And the bell rings. The universe is really helping me right now I have to thank them later for that, maybe plant a seed and spread the awareness that climate change is real. I don't know.

"Um maybe later, I gotta go." I rush out the door without looking at him in the face or waiting for a response.


	2. The Next Years

After that one interaction with Zayn, I can't talk to him, thinking I'd have to tell him who I liked, which I couldn't do... or I would literally be embarrassed.

But besides that, schools been dreadful, I've tried to look for Harry just to perhaps throw him a couple glances, but I haven't seen him since that one day. So, I just go on with my life, doing my homework in the back of the class, being enclosed to the music that bumps into my earphones.

It's the final two weeks of school, and people start approaching me, conversing with me, and slowly start becoming my friends; all in which it's inexplicably new, but I get used to it. My classmates were nice people, what could possibly go wrong?

  
****

  
Everything could go wrong. I was fucking right, I shouldn't have trusted them at all, now my secret is out for everyone to hear, and I can't fathom it.

You see, yesterday I had told Teddy about my infatuation with Zayn, seeming as I thought he was trustworthy. He wasn't... Today he told Zayn about my admiration for him, not giving two fucks about how I'd feel.

The first thirty minutes of homeroom they made it blantly obvious, making sure I heard every fucking word.

Zayn had started mentioning loud words something along the lines of, "I like someone else."

And even though I knew it deep in my soul that he didn't like me, hearing him say it aloud made my heart drop and made my ribs clench inwards making it hard for me to breathe. This was literally the worst thing to ever fucking happen.

They kept talking about Zayn's crush on some Perrie girl, and I just sat there, weak, speechless, heart crushing to the floor. Holding back tears I try to finish my work, waiting for this damn period to end.

The bell rings, finally setting me free from the claustrophobic room, filled with unneeded details of stupid crushes that don't pertain to me. I rush out before anyone else with warm tears pouring down my face. There's nothing I could do but just cry. So it's what I do: when I exit the room, when I shower, before I sleep. It's a never ending sadness that I can't wash away. At night I fold myself into the comfortable blanket that has suddenly come filled with the damp salt, rushing out of my swollen eyes: closing them, then falling into the black hole of sleep.

  
***

  
Sixth grade ends and Zayn and I haven't spoken since the confession, but that's just life I can't do anything about it, so I just let it go, making myself feel pain.

  
***

  
Many years pass and I haven't had any classes with Zayn, which I am proud of because I am completely over him, feeling more free than I have ever been.

So now I am a sophomore at this high ranked public high school- cream walls stretching from the ground to the top: filled with underclassmen and upperclassmen in their own little cliques that walk amongst the crowded halls.

The early bell rings warning students to get to their classes. I slip away from my group slowly walking into Geometry where I see Liam. You see Liam and I have been dating for a month. He's given me so much happiness, more than what I've felt over the past four years. So yes, I like him, a lot.
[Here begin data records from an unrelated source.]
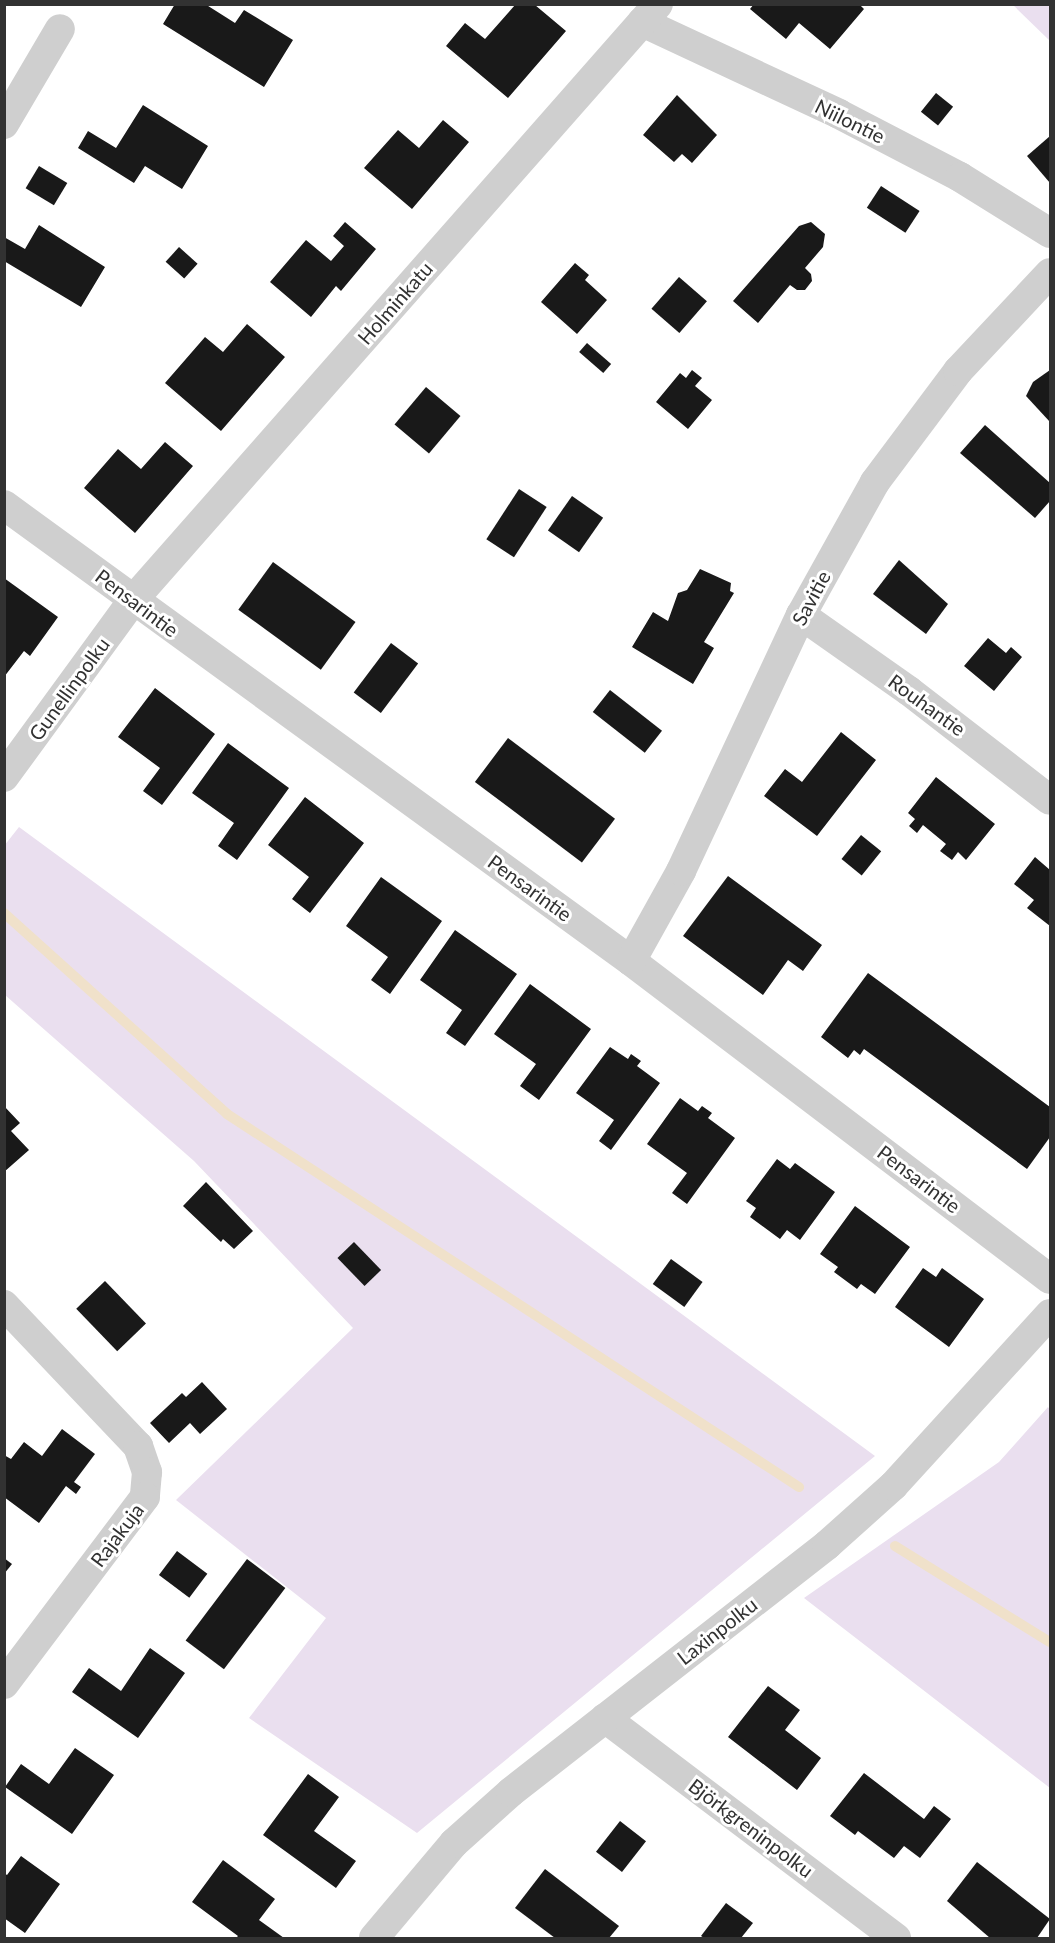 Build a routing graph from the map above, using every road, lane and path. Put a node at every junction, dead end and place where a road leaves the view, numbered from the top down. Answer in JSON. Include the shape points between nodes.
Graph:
{"nodes":[{"id":1,"x":650,"y":13,"type":"edge"},
{"id":2,"x":60,"y":28,"type":"dead end"},
{"id":3,"x":4,"y":124,"type":"edge"},
{"id":4,"x":1050,"y":233,"type":"edge"},
{"id":5,"x":1050,"y":273,"type":"edge"},
{"id":6,"x":4,"y":505,"type":"edge"},
{"id":7,"x":133,"y":600,"type":"junction"},
{"id":8,"x":801,"y":615,"type":"junction"},
{"id":9,"x":4,"y":777,"type":"edge"},
{"id":10,"x":1050,"y":800,"type":"edge"},
{"id":11,"x":631,"y":961,"type":"junction"},
{"id":12,"x":1050,"y":1279,"type":"edge"},
{"id":13,"x":4,"y":1305,"type":"edge"},
{"id":14,"x":1050,"y":1314,"type":"edge"},
{"id":15,"x":4,"y":1684,"type":"edge"},
{"id":16,"x":605,"y":1718,"type":"junction"},
{"id":17,"x":374,"y":1938,"type":"edge"},
{"id":18,"x":896,"y":1938,"type":"edge"}],
"edges":[{"from":1,"to":4,"type":"street","name":"Niilontie","via":[[960,177]]},
{"from":1,"to":7,"type":"street","name":"Holminkatu"},
{"from":2,"to":3,"type":"street"},
{"from":5,"to":8,"type":"street","name":"Savitie","via":[[958,371],[875,482]]},
{"from":6,"to":7,"type":"street","name":"Pensarintie"},
{"from":7,"to":9,"type":"street","name":"Gunellinpolku"},
{"from":7,"to":11,"type":"street","name":"Pensarintie"},
{"from":8,"to":10,"type":"street","name":"Rouhantie","via":[[909,691]]},
{"from":8,"to":11,"type":"street","name":"Savitie","via":[[681,871]]},
{"from":11,"to":12,"type":"street","name":"Pensarintie"},
{"from":13,"to":15,"type":"street","name":"Rajakuja","via":[[138,1446],[147,1472],[145,1497]]},
{"from":14,"to":16,"type":"street","name":"Laxinpolku","via":[[893,1486],[827,1545]]},
{"from":16,"to":17,"type":"street","name":"Laxinpolku","via":[[454,1843]]},
{"from":16,"to":18,"type":"street","name":"Björkgreninpolku"}]} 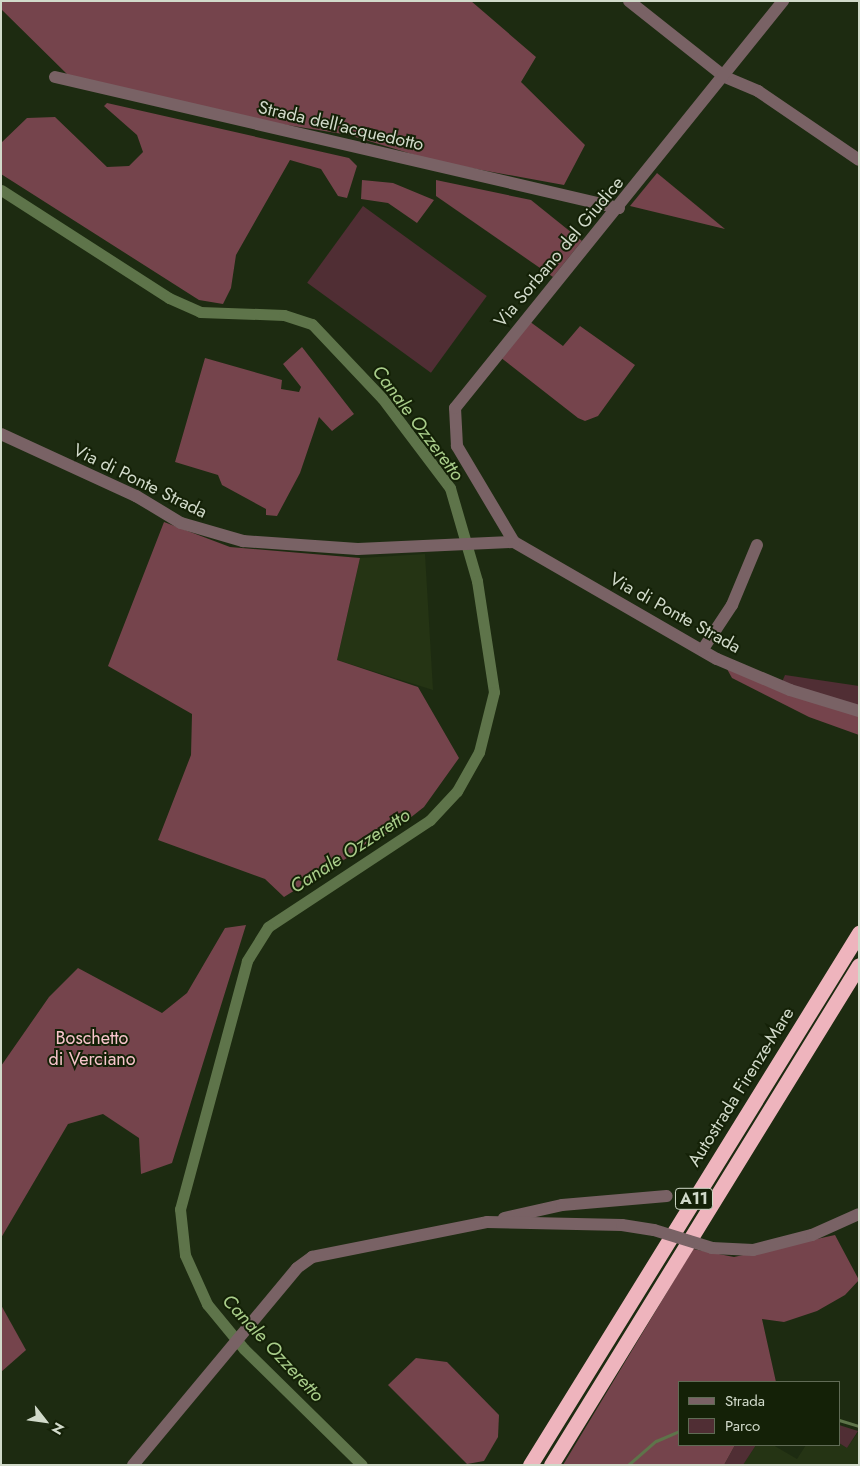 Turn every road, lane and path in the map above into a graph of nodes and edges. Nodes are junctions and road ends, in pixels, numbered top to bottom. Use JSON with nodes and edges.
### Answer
{"nodes":[{"id":1,"x":629,"y":1,"type":"edge"},
{"id":2,"x":783,"y":1,"type":"edge"},
{"id":3,"x":55,"y":77,"type":"dead end"},
{"id":4,"x":725,"y":78,"type":"junction"},
{"id":5,"x":859,"y":160,"type":"edge"},
{"id":6,"x":619,"y":208,"type":"junction"},
{"id":7,"x":1,"y":434,"type":"edge"},
{"id":8,"x":514,"y":542,"type":"junction"},
{"id":9,"x":757,"y":545,"type":"dead end"},
{"id":10,"x":703,"y":649,"type":"junction"},
{"id":11,"x":859,"y":711,"type":"edge"},
{"id":12,"x":859,"y":933,"type":"edge"},
{"id":13,"x":859,"y":965,"type":"edge"},
{"id":14,"x":667,"y":1196,"type":"dead end"},
{"id":15,"x":859,"y":1214,"type":"edge"},
{"id":16,"x":487,"y":1222,"type":"junction"},
{"id":17,"x":133,"y":1465,"type":"edge"},
{"id":18,"x":530,"y":1465,"type":"edge"},
{"id":19,"x":552,"y":1465,"type":"edge"}],
"edges":[{"from":1,"to":4,"type":"street"},
{"from":2,"to":4,"type":"street","name":"Via Sorbano del Giudice"},
{"from":3,"to":6,"type":"street","name":"Strada dell'acquedotto"},
{"from":4,"to":5,"type":"street"},
{"from":4,"to":6,"type":"street","name":"Via Sorbano del Giudice"},
{"from":6,"to":8,"type":"street","name":"Via Sorbano del Giudice"},
{"from":7,"to":8,"type":"street","name":"Via di Ponte Strada"},
{"from":8,"to":10,"type":"street","name":"Via di Ponte Strada"},
{"from":9,"to":10,"type":"street"},
{"from":10,"to":11,"type":"street","name":"Via di Ponte Strada"},
{"from":12,"to":18,"type":"highway","name":"Autostrada Firenze-Mare","number":"A11"},
{"from":13,"to":19,"type":"highway","name":"Autostrada Firenze-Mare","number":"A11"},
{"from":14,"to":16,"type":"street"},
{"from":15,"to":16,"type":"street","bridge":true},
{"from":16,"to":17,"type":"street"}]}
"Hey baby." Liam says softly.

"Hey." I reply with a smile upon my face, taking the empty seat on his right. I know my cheeks are red from the blush he always seems to put on my face, I can feel it.

"Let's go on a date tonight, let me treat you good, it'll be a good night."

"Oh really? and what shall we do on this date?"

"We'll eat dinner, I'll treat you to some good ol' sushi." He recommends with an enthusiastic tone.

"It's a date." I say with a protruding grin.

And that's just how easy it is for us. We go on dates randomly, we have a good time, he sneaks into my house every other night, where my room is left for teeanage mishaps, and it's just... nice.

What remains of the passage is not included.